> I think it is a reasonable term to use in the context of adversarial AI development
Distillation is neither an 'attack', nor 'adversarial' in any reasonable sense.
> Does that mean I am getting paid by the CIA or something
It at the very least means you're uncritically parroting the framing of a company that'd like nothing more than to successfully persuade lawmakers that something should be done about open Chinese models (eliminate choice), preferably so that Anthropic is close to anyone's only option.
It seems like a reasonable person could say that a model being distilled "against the model provider's wishes" is in some sense a cyber attack that is stealing information (eg the lower order bits of the model weights)
I think this is mostly a confusing way to describe it, but I'm not really sure why you say it isn't an attack or adversarial. One side is doing something the other side doesn't want. Seems to be pretty clearly adversarial.
> I'm not really sure why you say it isn't an attack or adversarial. One side is doing something the other side doesn't want. Seems to be pretty clearly adversarial.
This is Anthropic we're talking about here. A company that's infamous for adversarial scraping of copyrighted content. I generally don't accept their framing, especially when it's pretty clear what the end goal of that is.
> Theft presupposes a legitimate possessory claim by the victim. If A’s possession of X is itself wrongful because A stole X from B, then when C takes X from A, C has not violated A’s rightful ownership of X—because A has none.

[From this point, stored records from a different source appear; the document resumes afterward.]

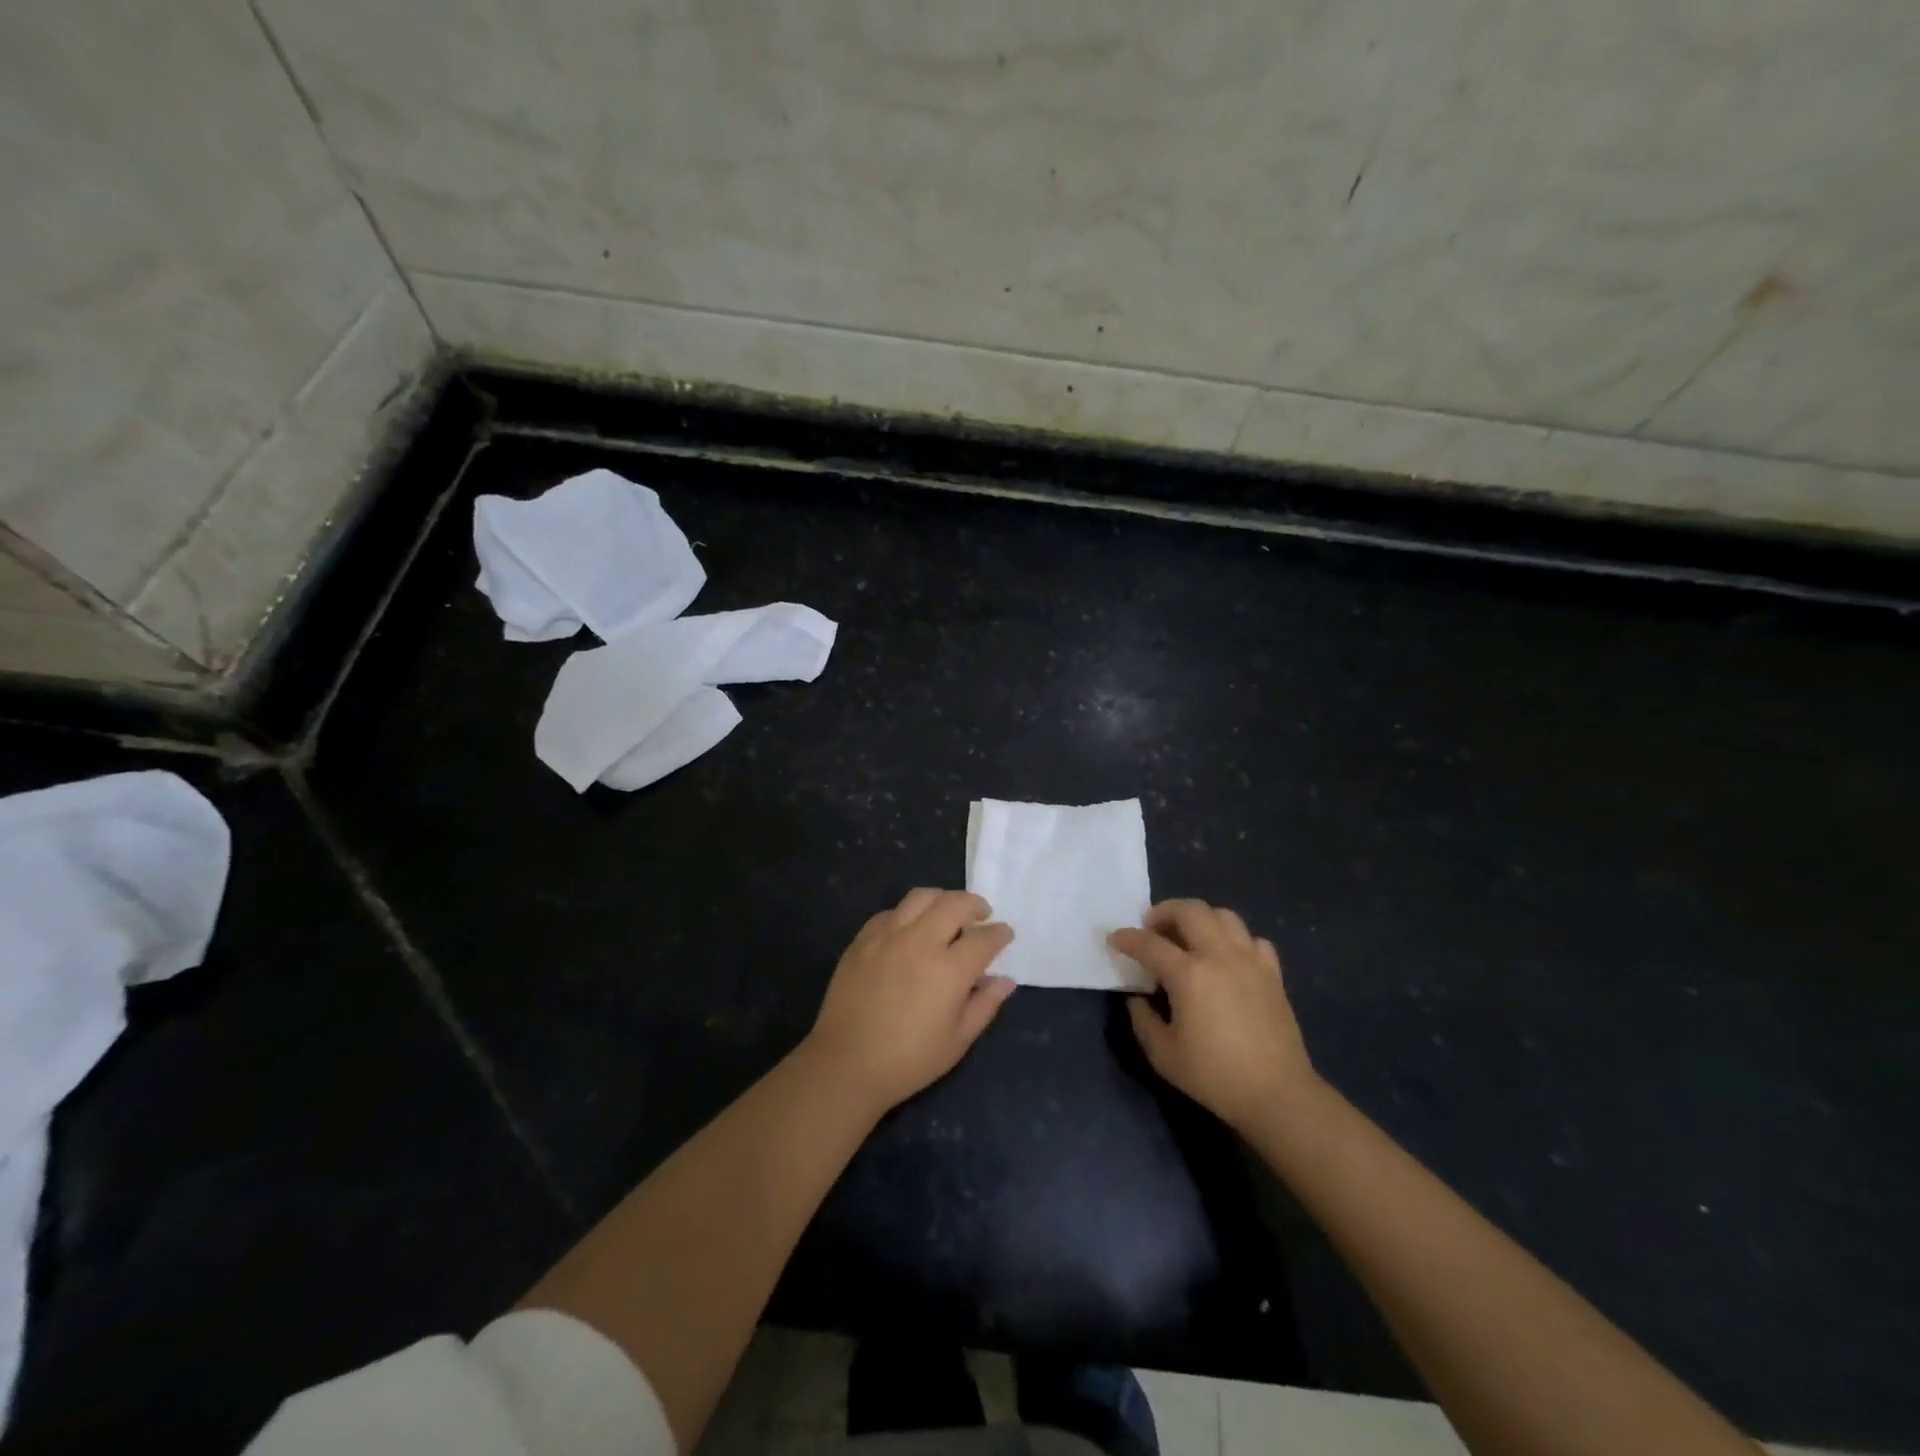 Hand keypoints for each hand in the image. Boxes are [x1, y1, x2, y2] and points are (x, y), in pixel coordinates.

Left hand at [806, 888, 1016, 1113]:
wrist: (846, 1064)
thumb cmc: (909, 1060)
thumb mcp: (958, 1040)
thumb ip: (985, 1005)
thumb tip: (1005, 980)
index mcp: (949, 969)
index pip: (984, 938)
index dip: (1000, 934)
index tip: (1005, 934)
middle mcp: (920, 942)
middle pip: (955, 904)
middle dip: (975, 905)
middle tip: (982, 914)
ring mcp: (888, 936)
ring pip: (921, 897)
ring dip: (942, 899)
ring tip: (948, 912)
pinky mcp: (863, 939)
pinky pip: (891, 912)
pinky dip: (909, 913)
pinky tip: (911, 929)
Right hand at [1111, 899, 1316, 1131]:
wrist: (1277, 1094)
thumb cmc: (1215, 1076)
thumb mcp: (1163, 1055)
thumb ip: (1143, 1021)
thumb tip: (1138, 999)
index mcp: (1189, 975)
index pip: (1149, 944)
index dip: (1127, 938)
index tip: (1114, 939)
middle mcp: (1219, 956)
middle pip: (1190, 910)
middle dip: (1164, 911)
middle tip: (1152, 928)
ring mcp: (1250, 961)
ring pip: (1224, 915)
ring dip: (1200, 918)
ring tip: (1189, 936)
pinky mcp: (1272, 973)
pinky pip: (1253, 940)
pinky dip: (1236, 940)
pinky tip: (1228, 957)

I think the whole thing is a bit fraught. In the best case, all frontier model companies would have invested in a giant expansion of Wikipedia and thus distillation would be stealing because the base information is already public and available. Obviously that's not what happened.
However, at this point, I suspect the stolen books (and scraped websites) are largely a footnote of training. Something that was essential to create early models, but relatively minor given the work expended since to create new content and RL environments
I think you misunderstood my point. Distillation is not stealing. It's not that
"Theft presupposes a legitimate possessory claim by the victim. If A’s possession of X is itself wrongful because A stole X from B, then when C takes X from A, C has not violated A’s rightful ownership of X—because A has none."
Anthropic has no standing in claiming that using its model output is 'stealing' because that would basically eviscerate their business model where they claim that enterprises can use its model output and still claim the generated code as their IP.
My understanding is that distillation uses specific probing queries to extract model weights in some meaningful sense.
There's also the element of "how one uses model outputs can be in accordance with or against the TOS"
(This is true of any website! How I access and use the info on the website can be in accordance with or against the TOS)
Both of those things: doing something against TOS, using specific queries to illegitimately gain access to model weights - that's why calling it adversarial and stealing feel fair.
I didn't (and don't) understand your point, but in an earlier post you made some claim about it being Anthropic - you can't steal from Anthropic. The above is the only reason I can think one might believe that
> I didn't (and don't) understand your point, but in an earlier post you made some claim about it being Anthropic - you can't steal from Anthropic.
I do believe that Anthropic complaining about their TOS being violated is rich and should be thrown into the dustbin considering that Anthropic violates other people's TOS when it suits their business.
I do also think them complaining about it is aimed purely at influencing lawmakers to ban open Chinese models and eliminate choice so that them and OpenAI are the only game in town.
As far as other models distilling using Claude, that's just consuming the output of a service in a particular way. Anthropic should be very careful about imposing restrictions of how you can use their model output if they want to maintain marketshare. Enterprises are not going to like that.
That leaves the TOS violation of maybe hitting the service too fast, using too many accounts etc. Except again Anthropic did exactly the same thing when scraping for training data.
Do you believe The Pirate Bay complaining about a competing site stealing 'their' torrents should be taken seriously?
That's how I look at this.
For these reasons, I don't think Anthropic has a legitimate argument here.
Also distilling simply means using the answers from one model to specific questions to steer another model to answer a category of questions in a similar manner using its own capabilities. So as far as extracting weights, it's not exactly that, it's maybe slightly biasing the model that's being distilled so that its weights might look somewhat closer to the model used for distillation, but it's far from extracting them exactly/directly.